Goal of the exercise: Using the records below, quote only the span that opens with the line containing "thumb ip: (324, 382)" and closes with the line containing "thumb cmc: (290, 320)", exactly and inclusively.

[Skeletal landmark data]
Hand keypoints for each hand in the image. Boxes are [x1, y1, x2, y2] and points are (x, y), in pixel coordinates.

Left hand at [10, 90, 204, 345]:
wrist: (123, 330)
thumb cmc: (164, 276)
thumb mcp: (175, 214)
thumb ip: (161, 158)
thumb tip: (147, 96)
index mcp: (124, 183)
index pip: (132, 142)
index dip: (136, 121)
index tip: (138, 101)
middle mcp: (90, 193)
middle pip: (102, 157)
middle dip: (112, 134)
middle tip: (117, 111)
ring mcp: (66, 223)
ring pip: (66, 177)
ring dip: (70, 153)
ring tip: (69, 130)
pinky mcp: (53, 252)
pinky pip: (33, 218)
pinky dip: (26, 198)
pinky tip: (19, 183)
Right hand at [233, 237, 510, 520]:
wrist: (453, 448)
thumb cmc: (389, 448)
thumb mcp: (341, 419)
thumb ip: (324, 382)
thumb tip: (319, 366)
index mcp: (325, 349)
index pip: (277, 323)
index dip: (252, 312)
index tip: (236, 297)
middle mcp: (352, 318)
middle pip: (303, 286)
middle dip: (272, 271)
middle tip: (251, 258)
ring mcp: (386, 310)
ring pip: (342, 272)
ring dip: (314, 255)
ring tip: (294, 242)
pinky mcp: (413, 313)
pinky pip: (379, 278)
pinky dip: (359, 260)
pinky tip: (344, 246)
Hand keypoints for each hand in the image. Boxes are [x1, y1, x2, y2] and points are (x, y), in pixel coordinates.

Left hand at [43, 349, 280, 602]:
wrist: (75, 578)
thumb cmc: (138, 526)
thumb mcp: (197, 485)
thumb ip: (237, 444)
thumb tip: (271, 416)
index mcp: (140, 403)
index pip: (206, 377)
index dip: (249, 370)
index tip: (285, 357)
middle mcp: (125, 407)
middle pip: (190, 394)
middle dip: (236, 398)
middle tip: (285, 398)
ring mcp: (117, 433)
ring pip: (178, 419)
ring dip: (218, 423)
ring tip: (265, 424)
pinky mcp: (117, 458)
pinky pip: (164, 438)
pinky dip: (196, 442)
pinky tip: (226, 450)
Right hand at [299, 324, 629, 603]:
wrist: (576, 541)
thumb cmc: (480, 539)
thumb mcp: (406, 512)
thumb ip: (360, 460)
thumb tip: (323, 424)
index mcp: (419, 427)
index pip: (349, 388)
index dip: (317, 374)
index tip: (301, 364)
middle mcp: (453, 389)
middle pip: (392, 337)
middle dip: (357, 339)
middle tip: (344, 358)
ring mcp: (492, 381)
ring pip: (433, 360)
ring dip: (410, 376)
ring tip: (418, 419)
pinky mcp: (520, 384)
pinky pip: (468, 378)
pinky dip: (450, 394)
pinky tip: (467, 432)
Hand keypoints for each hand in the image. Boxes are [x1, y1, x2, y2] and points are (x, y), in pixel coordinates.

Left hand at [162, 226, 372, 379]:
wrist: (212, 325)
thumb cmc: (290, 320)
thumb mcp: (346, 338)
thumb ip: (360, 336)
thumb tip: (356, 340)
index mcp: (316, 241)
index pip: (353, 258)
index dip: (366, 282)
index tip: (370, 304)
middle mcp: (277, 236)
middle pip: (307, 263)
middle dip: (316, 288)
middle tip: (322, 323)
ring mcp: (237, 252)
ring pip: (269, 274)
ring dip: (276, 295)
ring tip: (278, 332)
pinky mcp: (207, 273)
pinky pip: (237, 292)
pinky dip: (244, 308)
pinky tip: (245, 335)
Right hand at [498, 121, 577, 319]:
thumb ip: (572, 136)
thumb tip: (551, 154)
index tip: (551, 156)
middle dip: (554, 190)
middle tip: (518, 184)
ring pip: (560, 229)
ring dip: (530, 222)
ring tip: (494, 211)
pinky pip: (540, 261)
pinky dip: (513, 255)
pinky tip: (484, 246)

Reply to the task:
thumb ip: (324, 382)
thumb tip: (319, 366)
index mcp: (325, 349)
index pip: (277, 323)
index dip: (252, 312)
index tip: (236, 297)
middle mcp: (352, 318)
middle pip: (303, 286)
middle dip: (272, 271)
middle tip: (251, 258)
ring mcp: (386, 310)
ring pip: (342, 272)
ring dip: (314, 255)
ring tip: (294, 242)
pinky mcp: (413, 313)
pinky pip: (379, 278)
pinky dip: (359, 260)
pinky tip: (344, 246)
Hand keypoints for each hand in the image. Boxes are [x1, y1, x2, y2] and points are (x, y), in pixel coordinates.

Left hand at [43, 349, 280, 602]:
wrist: (75, 578)
thumb cmc: (138, 526)
thumb mcp: (197, 485)
thumb ip: (237, 444)
thumb tip: (271, 416)
index mcp: (140, 403)
index pip: (206, 377)
index dip: (249, 370)
index tip: (285, 357)
middle mcp: (125, 407)
middle pip: (190, 394)
middle dip: (236, 398)
middle tip: (285, 398)
ring mcp: (117, 433)
ring pip: (178, 419)
ring dip: (218, 423)
ring tip: (265, 424)
pinky mcp: (117, 458)
pinky pip: (164, 438)
pinky dip: (196, 442)
pinky tip: (226, 450)
Right hand at [299, 324, 629, 603]:
wrist: (576, 541)
thumb cmc: (480, 539)
thumb mcp: (406, 512)
thumb ip: (360, 460)
thumb tip: (323, 424)
index mcp: (419, 427)
index pip: (349, 388)
index dip: (317, 374)
index tip: (301, 364)
middle mcp: (453, 389)
middle pip: (392, 337)
middle dip: (357, 339)
middle tip: (344, 358)
ring mcp: (492, 381)
ring pip: (433, 360)
ring dip: (410, 376)
ring tip: (418, 419)
pinky mcp: (520, 384)
pinky pip: (468, 378)
pinky dip: (450, 394)
pinky tip: (467, 432)
Hand keypoints for each hand in the image. Boxes are [x1, y1, x2, y2] and points are (x, y), in pixel coordinates.

Left hand at [162, 226, 372, 379]:
wrist: (212, 325)
thumb cmc: (290, 320)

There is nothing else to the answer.